2

I'm working on a project where I parse data from one process into a python dictionary, which is then read by another python process, that creates different views of the data. The data that is parsed come from sensors handled by the worker1 process.

I have come so far, that I can create two processes with a shared dictionary and I can finally add values to it without a problem. However when I want to modify an existing value I hit a brick wall. I have read "many" answers for hours and tried solutions like creating a new object that contains the key. E.g. x = d["key"][1];x = 'newvalue'. Just doesn't work. I run the code in python 3.6, but the issue seems similar in 2.7. Here's the code in a simplified version:

#!/usr/bin/python3
import subprocess,time
from multiprocessing import Process, Manager

def worker1(d):
    d["key"] = []    #Creating empty dict item
    d["key"]+=["hellostack"] #Adding first value
    d["key"]+=[1]    #Adding second value
    print ("from worker1:",d)
    d["key"][1]+=2 #<<<< ISSUE HERE - Modifying second value does nothing
    print ("Now value should be upped!..",d)

def worker2(d):
    while True:
        time.sleep(1)
        print ("from worker 2:",d)

manager = Manager()
d = manager.dict()

worker1 = Process(target=worker1, args=(d,))
worker2 = Process(target=worker2, args=(d,))
worker1.start()
worker2.start()
worker1.join()
worker2.join()

The output I get is:

from worker1: {'key': ['hellostack', 1]}
Now value should be upped!.. {'key': ['hellostack', 1]}
from worker 2: {'key': ['hellostack', 1]}

Anyone? :o)

EDIT: The possible duplicate, doesn't focus on two separate processes, nor does it talk about dictionaries with lists inside. However admittedly very similar and actually the answer led me to an answer. So I will leave this tentative.

Raker
  • 344
  • 2
  • 6
  • 15
  • 2
    Possible duplicate of [How does multiprocessing.Manager() work in python?](https://stackoverflow.com/questions/9436757/how-does-multiprocessing-manager-work-in-python) – Bharel Aug 24 '17 at 20:22
  • To be honest I can see why this would look like a duplicate, especially when schlenk's very nice explanation talks about the same attributes. However I have seen that answer before, and maybe it's just because I'm too newbie, but I can't apply that answer to my problem. That's why I asked the question. – Raker Aug 24 '17 at 21:09

2 Answers2

8

This is a side effect of mutable values and the way multiprocessing syncs your data between processes.

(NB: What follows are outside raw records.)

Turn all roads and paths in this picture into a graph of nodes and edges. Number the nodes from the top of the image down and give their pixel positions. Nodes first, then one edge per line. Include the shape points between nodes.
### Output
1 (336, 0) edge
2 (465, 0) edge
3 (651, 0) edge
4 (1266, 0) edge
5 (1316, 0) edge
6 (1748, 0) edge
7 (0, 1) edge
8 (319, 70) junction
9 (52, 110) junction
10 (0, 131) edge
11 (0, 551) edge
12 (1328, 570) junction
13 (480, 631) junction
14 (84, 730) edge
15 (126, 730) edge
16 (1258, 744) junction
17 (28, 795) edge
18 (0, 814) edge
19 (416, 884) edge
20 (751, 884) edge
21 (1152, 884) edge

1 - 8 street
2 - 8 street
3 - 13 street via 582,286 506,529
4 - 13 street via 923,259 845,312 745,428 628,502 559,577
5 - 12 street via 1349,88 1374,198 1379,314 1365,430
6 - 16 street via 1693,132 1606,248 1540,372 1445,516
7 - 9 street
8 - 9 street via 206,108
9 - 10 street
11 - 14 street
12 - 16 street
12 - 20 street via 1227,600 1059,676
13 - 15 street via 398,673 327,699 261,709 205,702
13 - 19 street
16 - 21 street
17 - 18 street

The dict you get from the multiprocessing.Manager is not some kind of shared memory. It is explicitly synced via messages to the subprocesses, when the manager notices the modification!

How does it notice modifications?

Easy: Just overwrite all modifying methods of the dict with a proxy that syncs things to other processes. You can see the list of proxied methods here in the python source code.

Lets see your example worker line by line:

d["key"] = []    #Creating empty dict item

Ok, __setitem__ called, proxy notices the change.

d["key"]+=["hellostack"] #Adding first value

Nearly the same here, first __getitem__, no sync, then __setitem__ to set the new value.

d["key"]+=[1]    #Adding second value

Identical to the previous one, you add first get the item, then set it again.

d["key"][1]+=2 #<<<< ISSUE HERE - Modifying second value does nothing

Ok, __getitem__ gets the list (not a ListProxy!), then modifies it inplace, lists are mutable values. The DictProxy never sees a __setitem__ call and never syncs anything. So worker2 never gets to see this change.

schlenk
  • 7,002
  • 1
  • 25
  • 29
  • Thank you for the explanation. That was very helpful. Especially that the dict isn't shared memory, but is a sync method. I looked at the class / namespaces link you provided, and to be honest I don't know how to apply it. I try some stuff, that would probably make you laugh. Like I saw it had a __len__ so maybe a len(d) would force an update. But I realise that's totally wrong. Anyways wouldn't the value at least be '2' in the worker1 process (which is isn't either) if the problem is a sync issue? I do a print from inside worker1 and worker2, in the example. None of them reflects the change. – Raker Aug 24 '17 at 21:03
2

This is what solved my problem. The line that didn't work is commented out and the new code is explained in commments. Thank you to Schlenk for the nice explanation <3 and thank you to Bharel for linking the possible duplicate <3:

#!/usr/bin/python3
import subprocess,time
from multiprocessing import Process, Manager

def worker1(d):
    d["key"]=[]    #Creating empty dict item
    d["key"]+=["hellostack"] #Adding first value
    d["key"]+=[1]    #Adding second value
    print ("from worker1:",d)
    #d["key"][1]+=2 #<<<< ISSUE HERE - Modifying second value does nothing
    d2 = d["key"] #Creates a COPY of dictionary list
    d2[1]+=1 #Modifies value inside COPY
    d["key"] = d2 #Merges the dictionary key with the COPY
    print ("Now value should be upped!..",d)

def worker2(d):
    while True:
        time.sleep(1)
        print ("from worker 2:",d)

manager = Manager()
d = manager.dict()

worker1 = Process(target=worker1, args=(d,))
worker2 = Process(target=worker2, args=(d,))
worker1.start()
worker2.start()
worker1.join()
worker2.join()
Raker
  • 344
  • 2
  • 6
  • 15